Spring-cloud Zuul retry when instance is down

问题

Using Spring-cloud Angel.SR6:

Here is the configuration of my Spring-boot app with @EnableZuulProxy:

server.port=8765

ribbon.ConnectTimeout=500
ribbon.ReadTimeout=5000
ribbon.MaxAutoRetries=1
ribbon.MaxAutoRetriesNextServer=1
ribbon.OkToRetryOnAllOperations=true

zuul.routes.service-id.retryable=true

I have 2 instances of service-id running on random ports. These instances, as well as the Zuul instance, successfully register with Eureka, and I can access RESTful endpoints on the 2 service-id instances by accessing http://localhost:8765/service-id/.... and find that they are balanced in a round-robin manner.
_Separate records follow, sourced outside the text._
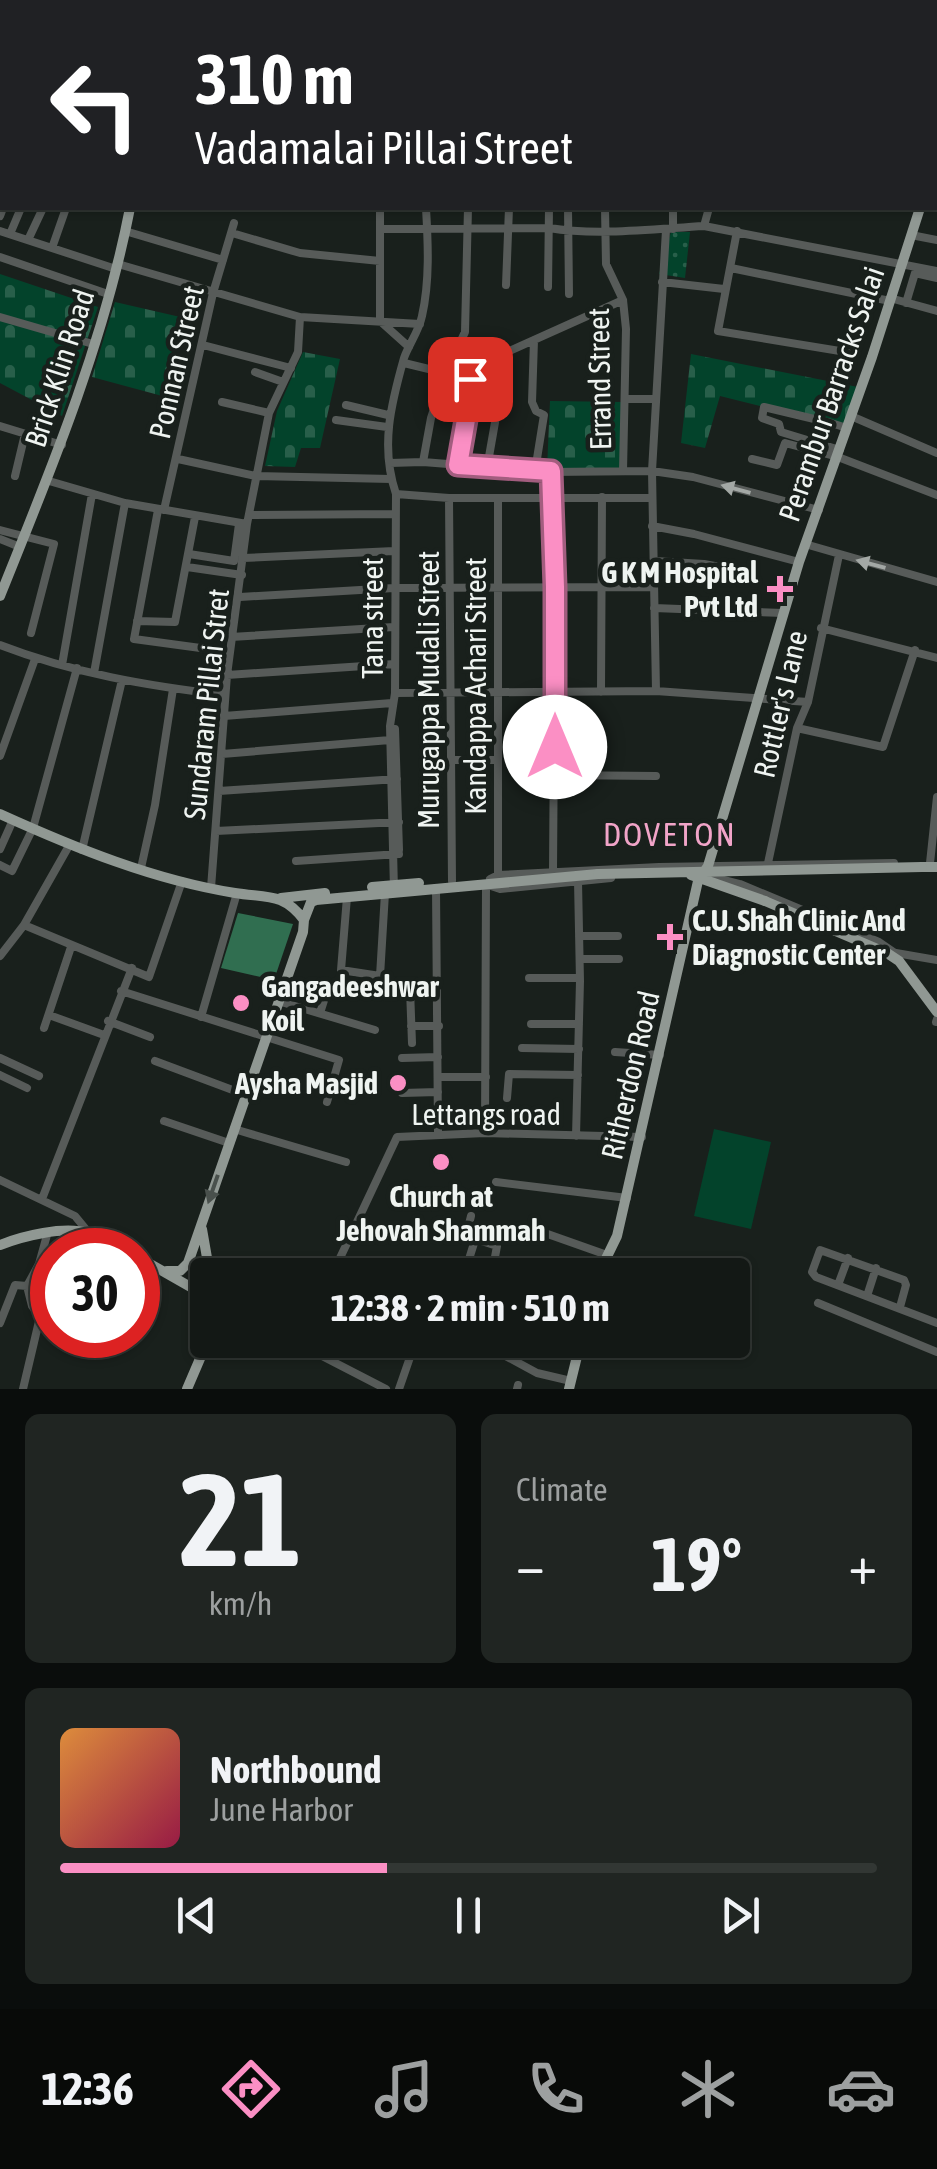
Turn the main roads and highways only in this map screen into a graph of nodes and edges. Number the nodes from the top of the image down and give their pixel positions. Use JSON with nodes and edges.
{"nodes":[{"id":1,"x":130,"y":210,"type":"edge"},
{"id":2,"x":918,"y":210,"type":"edge"},
{"id":3,"x":0,"y":596,"type":"edge"},
{"id":4,"x":0,"y":814,"type":"edge"},
{"id":5,"x":933,"y":866,"type":"edge"},
{"id":6,"x":681,"y":872,"type":"junction"},
{"id":7,"x":704,"y":874,"type":"joint"},
{"id":8,"x":495,"y":882,"type":"junction"},
{"id":9,"x":393,"y":889,"type":"junction"},
{"id":10,"x":281,"y":898,"type":"junction"},
{"id":11,"x":303,"y":926,"type":"junction"},
{"id":12,"x":936,"y":1013,"type":"edge"},
{"id":13,"x":201,"y":1223,"type":"junction"},
{"id":14,"x":30,"y":1238,"type":"edge"},
{"id":15,"x":0,"y":1245,"type":"edge"},
{"id":16,"x":207,"y":1258,"type":"edge"},
{"id":17,"x":606,"y":1258,"type":"edge"},
{"id":18,"x":160,"y":1267,"type":"edge"},
{"id":19,"x":167,"y":1271,"type":"junction"},
{"id":20,"x":190,"y":1286,"type":"edge"},
{"id":21,"x":200,"y":1358,"type":"edge"},
{"id":22,"x":577,"y":1358,"type":"edge"},
{"id":23,"x":570,"y":1385,"type":"edge"},
{"id":24,"x":187,"y":1389,"type":"edge"}],
"edges":[{"from":1,"to":3,"type":"main road","name":"Brick Klin Road"},
{"from":2,"to":7,"type":"main road","name":"Perambur Barracks Salai"},
{"from":4,"to":10,"type":"main road"},
{"from":5,"to":6,"type":"main road","bridge":true},
{"from":6,"to":8,"type":"main road","bridge":true},
{"from":6,"to":12,"type":"main road","bridge":true},
{"from":7,"to":17,"type":"main road","name":"Ritherdon Road"},
{"from":8,"to":9,"type":"main road"},
{"from":8,"to":9,"type":"main road"},
{"from":9,"to":10,"type":"main road"},
{"from":9,"to":11,"type":"main road"},
{"from":10,"to":11,"type":"main road"},
{"from":11,"to":13,"type":"main road","one_way":true},
{"from":13,"to":16,"type":"main road"},
{"from":13,"to":19,"type":"main road"},
{"from":14,"to":15,"type":"main road"},
{"from":18,"to":19,"type":"main road"},
{"from":19,"to":20,"type":"main road"},
{"from":21,"to":24,"type":"main road"},
{"from":22,"to":23,"type":"main road"}]}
I would like to kill one of the service-id instances and, when that defunct instance is next in line for forwarding, have Zuul attempt to contact it, fail, and retry with the other instance.
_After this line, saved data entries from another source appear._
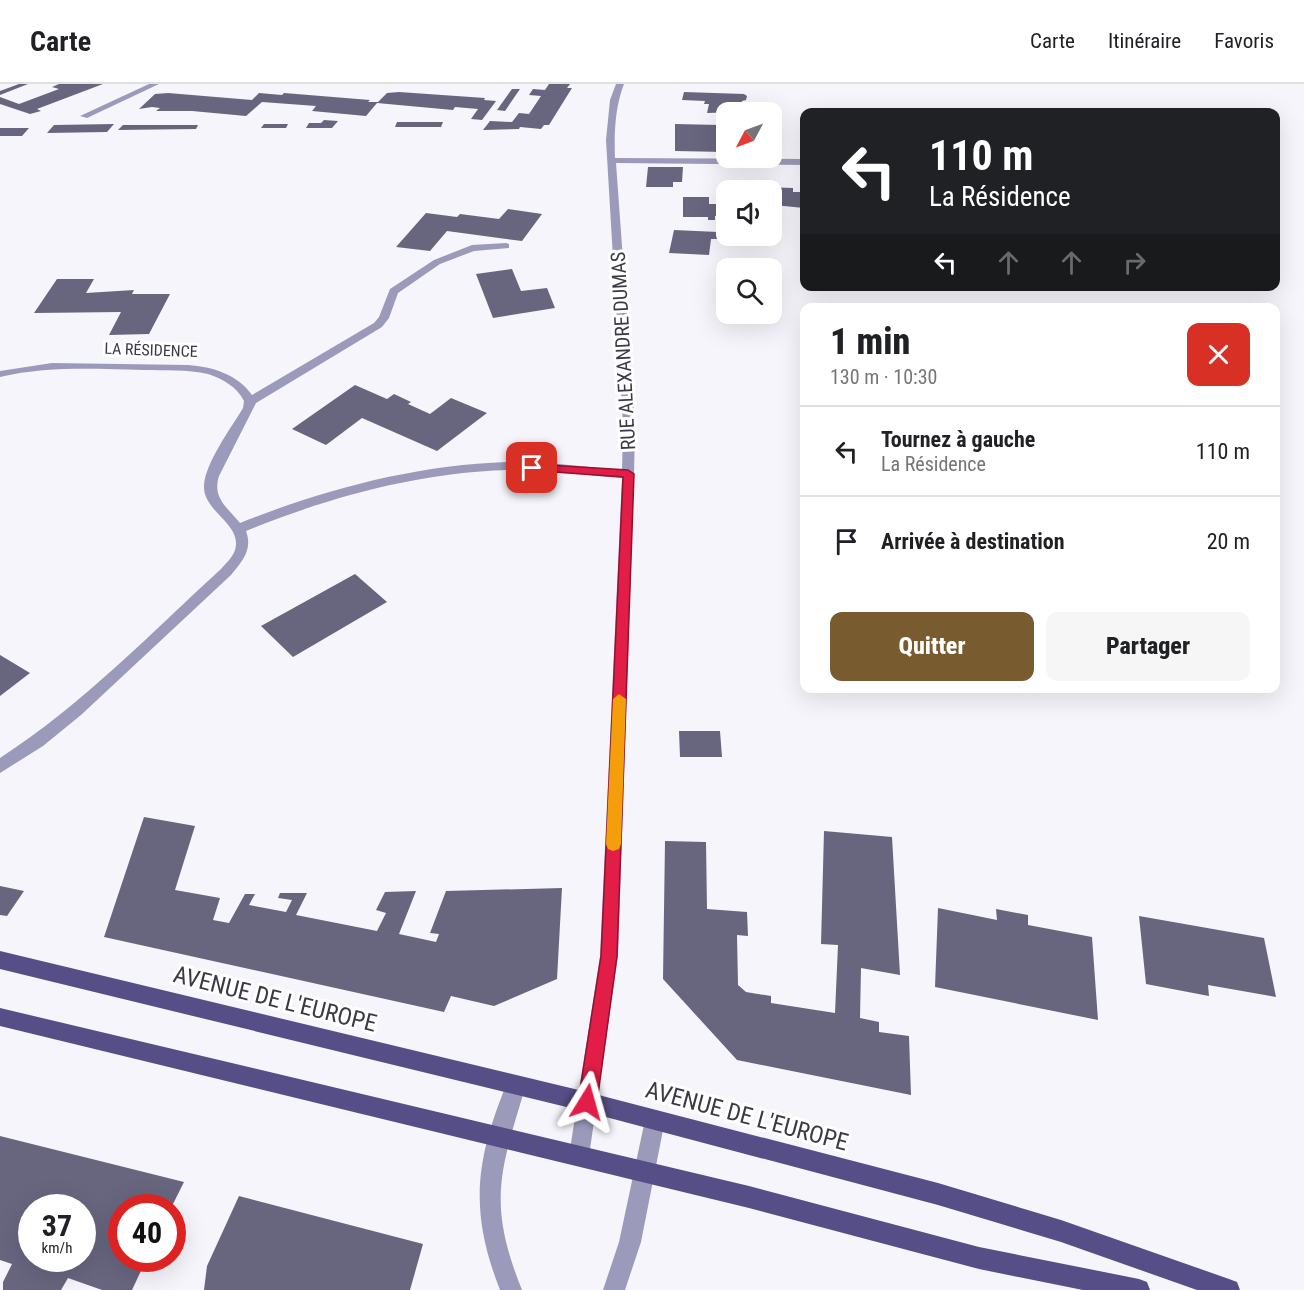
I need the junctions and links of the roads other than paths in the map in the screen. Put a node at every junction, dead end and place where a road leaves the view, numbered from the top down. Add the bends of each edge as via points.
1 (154, 84) edge
2 (620, 84) edge
3 (84, 116) dead end
4 (611, 160) junction
5 (800, 162) edge
6 (506, 246) dead end
7 (0, 374) edge
8 (250, 400) junction
9 (628, 474) junction
10 (237, 529) junction
11 (0, 766) edge
12 (0, 960) edge
13 (0, 1017) edge
14 (516, 1085) junction
15 (587, 1102) junction
16 (655, 1120) junction
17 (501, 1138) junction
18 (579, 1156) junction
19 (645, 1172) junction
20 (511, 1290) edge
21 (614, 1290) edge
22 (1140, 1290) edge
23 (1229, 1290) edge

1 - 3 street
2 - 4 street, RUE ALEXANDRE DUMAS via 610,130
4 - 5 street
4 - 9 street, RUE ALEXANDRE DUMAS via 629,426
6 - 8 street via 466,250 437,262 394,291 378,325
7 - 8 street, LA RÉSIDENCE via 60,365 197,369 227,377
8 - 10 street via 210,486 212,499
9 - 10 street via 512,466 444,472 320,499
9 - 15 street, RUE ALEXANDRE DUMAS via 609,956
10 - 11 street via 242,549 226,572 76,711
12 - 14 main road, AVENUE DE L'EUROPE
13 - 17 main road
14 - 15 main road, AVENUE DE L'EUROPE
14 - 17 street
15 - 16 main road, AVENUE DE L'EUROPE
15 - 18 street, RUE ALEXANDRE DUMAS
16 - 19 street
16 - 23 main road, AVENUE DE L'EUROPE via 938,1194
17 - 18 main road
17 - 20 street via 489,1190 489,1216 494,1244
18 - 19 main road
19 - 21 street via 630,1242
19 - 22 main road via 979,1258

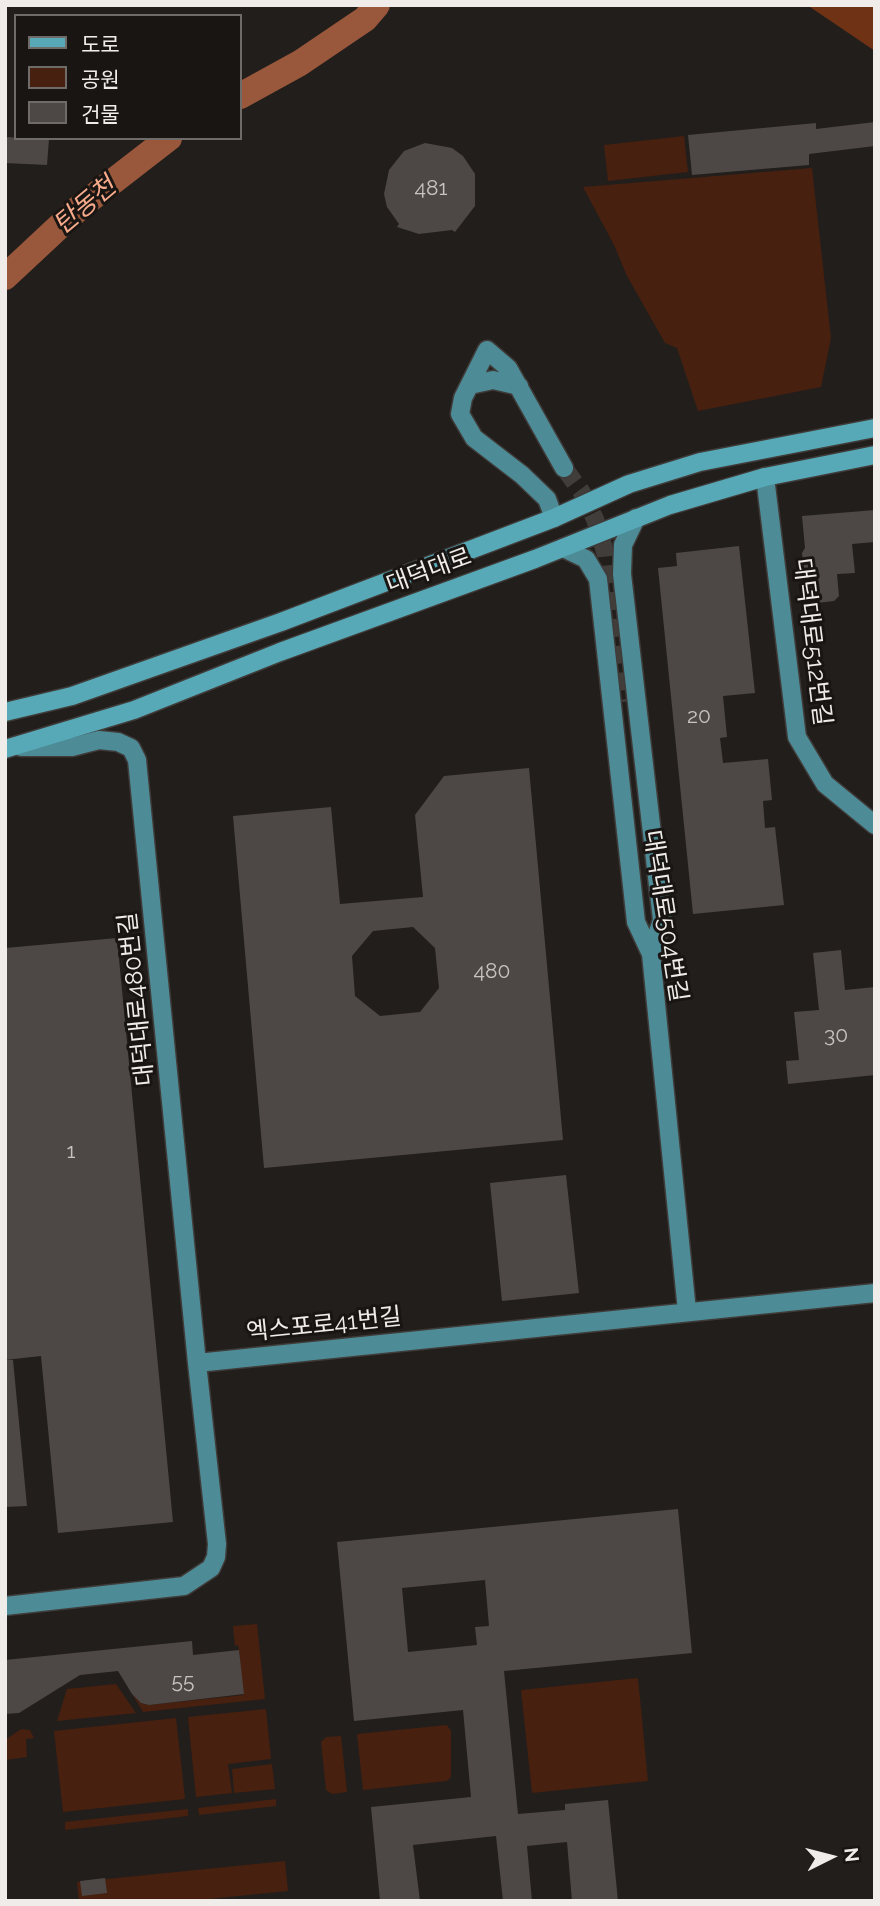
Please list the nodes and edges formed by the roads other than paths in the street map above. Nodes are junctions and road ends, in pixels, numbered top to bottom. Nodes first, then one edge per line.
1 (470, 385) junction
2 (519, 386) junction
3 (875, 428) edge
4 (875, 455) edge
5 (564, 468) tunnel mouth
6 (765, 477) junction
7 (554, 517) junction
8 (636, 518) junction
9 (563, 548) junction
10 (636, 685) junction
11 (616, 698) junction
12 (5, 712) edge
13 (11, 748) edge
14 (875, 825) edge
15 (651, 954) junction
16 (875, 1293) edge
17 (687, 1311) junction
18 (197, 1363) junction
19 (5, 1606) edge

1 - 2 street
1 - 2 street
1 - 7 street
2 - 5 street
3 - 7 main road, 대덕대로
4 - 6 main road, 대덕대로
6 - 8 main road, 대덕대로
6 - 14 street, 대덕대로512번길
7 - 12 main road, 대덕대로
8 - 9 main road, 대덕대로
8 - 10 street
9 - 11 street
9 - 13 main road, 대덕대로
10 - 11 street
10 - 15 street
11 - 15 street, 대덕대로504번길
13 - 18 street, 대덕대로480번길
15 - 17 street, 대덕대로504번길
16 - 17 street, 엑스포로41번길
17 - 18 street, 엑스포로41번길
18 - 19 street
Is this possible, or am I misreading the documentation? When I try the above config, the request 'destined' for the defunct instance fails with a 500 Forwarding error. From the Zuul stacktrace:

com.netflix.zuul.exception.ZuulException: Forwarding error
    at org.springframework.cloud.netflix.zuul.filters.route.RibbonRoutingFilter.forward(RibbonRoutingFilter.java:140)

....

Caused by: com.netflix.hystrix.exception.HystrixRuntimeException: service-idRibbonCommand timed-out and no fallback available

The subsequent request succeeds as expected. This behavior continues until the defunct instance is removed from Zuul's registry.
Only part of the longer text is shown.